The Hindi To Punjabi Machine Translation System has been developed using Direct/Rule based Approach by Dr.Vishal Goyal and Dr. G.S Lehal. Various large size Lexicon resources have been used to map Source and Target language words.
In general, if the two languages are structurally similar, in particular as regards lexical correspondences, morphology and word order, the case for abstract syntactic analysis seems less convincing. Since the present research work deals with a pair of closely related language, so the direct translation system is the obvious choice. The overall system architecture shown below, is adopted for Hindi to Punjabi Machine Translation System. The system is divided into three stages: Preprocessing, Translation Engine, and Post Processing stage. Following is the description of various steps of this architecture.
PreProcessing
The pre-processing stage is a collection of operations that are applied on input
data to make it processable by the translation engine. In our current work, we
have performed following pre-processing steps:
- Text Normalization
- Replacing Collocations
- Replacing Proper Nouns
Translation Engine
The translation engine is responsible for translation of each token obtained
from the previous step. It uses various lexical resources for finding the match
of a given token in target language. Following is the description of how a
token is passed through various modules.
- Analyzing the word for Translation /Transliteration: The token obtained in the previous stage is passed through various stages.
- Identifying Titles: The token is checked whether it is a title like प्रो(prō), श्रीभती(shrīmtī) etc. If the current token is found to be a title, then the token next to it, should be transliterated instead of translation.
- Identifying Surnames: The token is checked whether it is a surname like अग्रवार (agrvāl), ओफेयॉम (ōbērāy ) etc. If the current token is found to be a surname, then the token previous to it, should be transliterated instead of translation.
- Lexicon Lookup: If the token does not satisfy above two steps, then it is looked into the lexicon for a match for direct word to word translation.
- Resolving Ambiguity: If the token is not present in the lexicon for direct translation, it is looked into the database of ambiguous words. If this token is found to be ambiguous, then dis-ambiguity is resolved with the help of n-gram language modeling. The system uses bigram and trigram databases, which contains one and two words respectively in the vicinity of an ambiguous word and corresponding meaning for that particular context.

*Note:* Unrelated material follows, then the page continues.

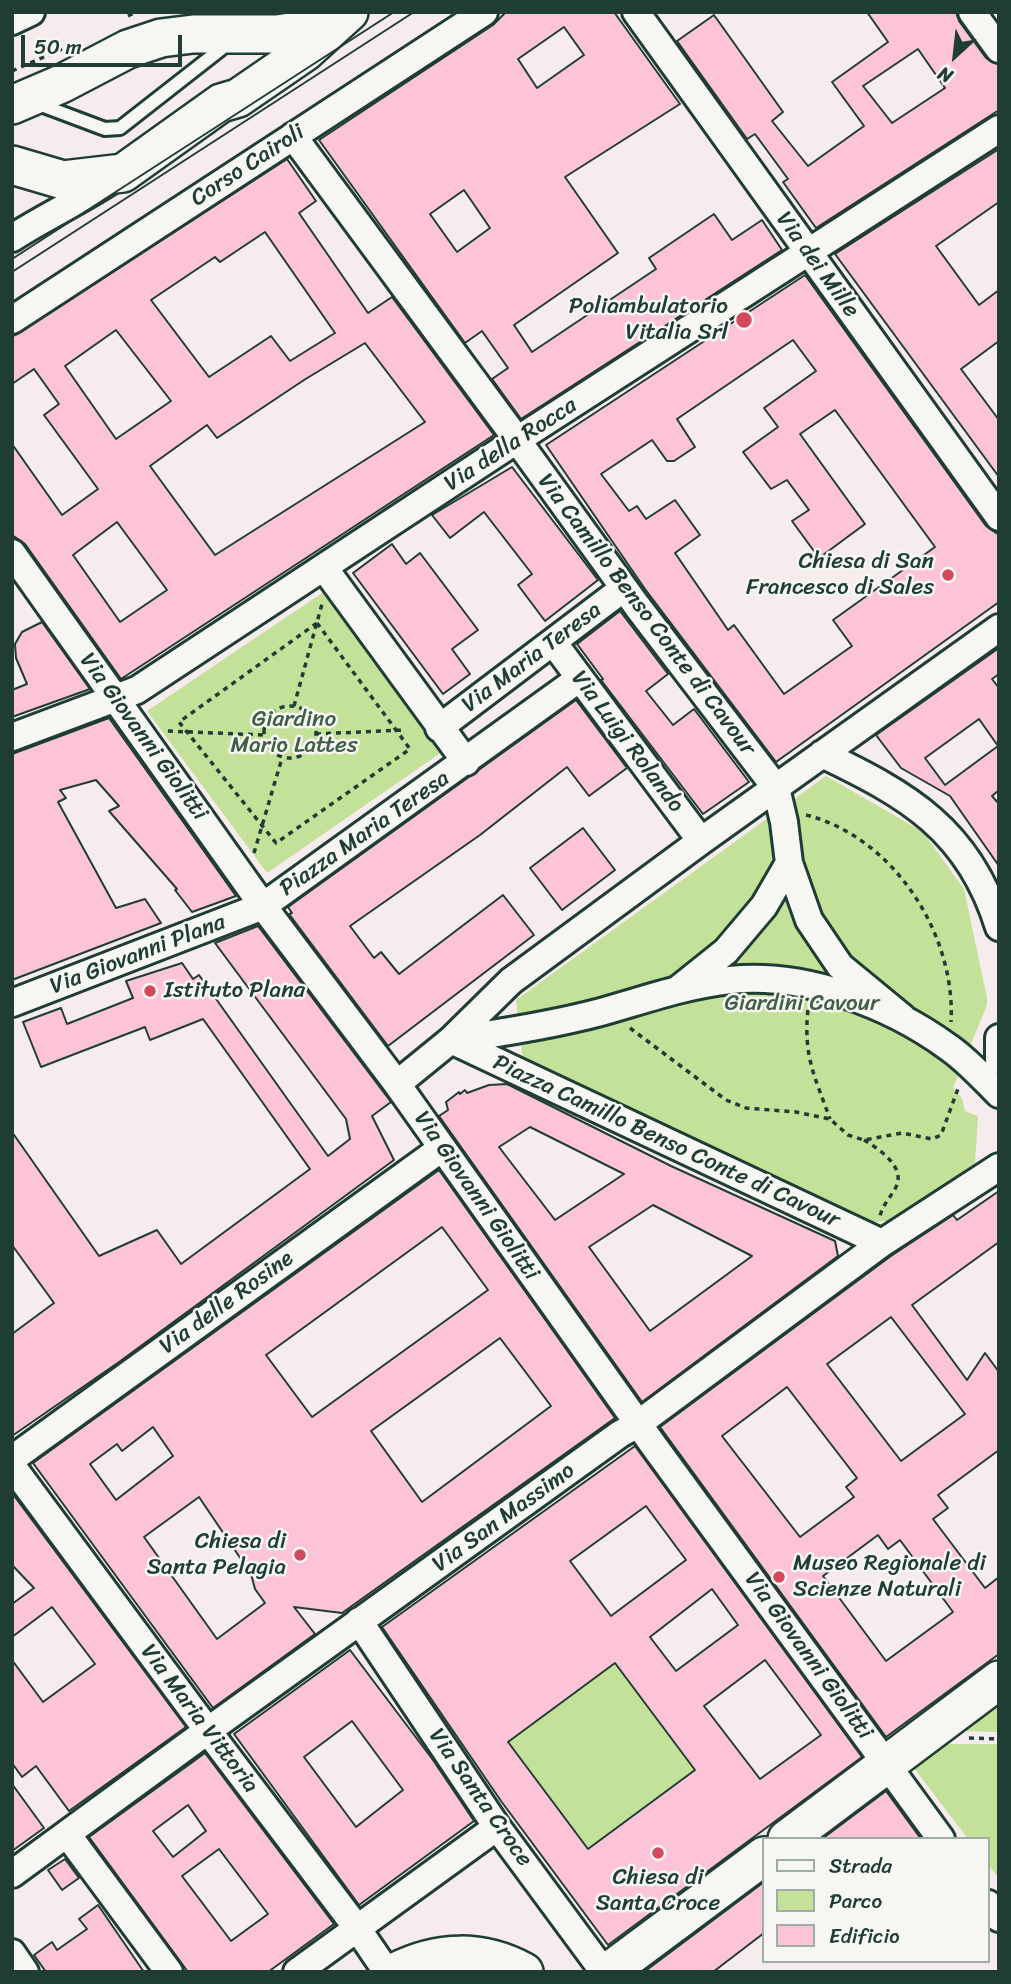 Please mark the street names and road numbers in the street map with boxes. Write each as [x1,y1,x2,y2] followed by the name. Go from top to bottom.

- Unknown Words: If all the above modules fail to analyze the token, it is considered to be foreign/unknown word. Such words first pass through the morphological analysis phase based on the rules for inflections in Hindi words. Morphological generator generates the transliterated word using the inflectional rules and then checks the generated word in the Punjabi uni-grams database for its genuinity. If this new generated word is found in the Punjabi uni-grams, it is considered for translation otherwise the token is sent to transliteration module for transliteration. Transliteration Module is the major module in the system that uses various rules specifically designed from the translation point of view.
Post Processing
After converting all the source text to target text, there are some of the grammatical errors that need to be corrected. For this purpose, we have formulated the rules for correcting the grammatical errors. Such rules have been implemented using Regular expressions and Pattern matching. This Post Processing phase is responsible for correcting grammatical errors in the generated output.
GUI Features of Systems
- Text translation from Hindi to Punjabi
- Text transliteration from Hindi to Punjabi
- Translating Websites
- Sending Email in Punjabi Language originally written in Hindi language.
The system has been rigorously evaluated and its accuracy has been found to be 94% on the basis of intelligibility test and 90.84% on the basis of accuracy test.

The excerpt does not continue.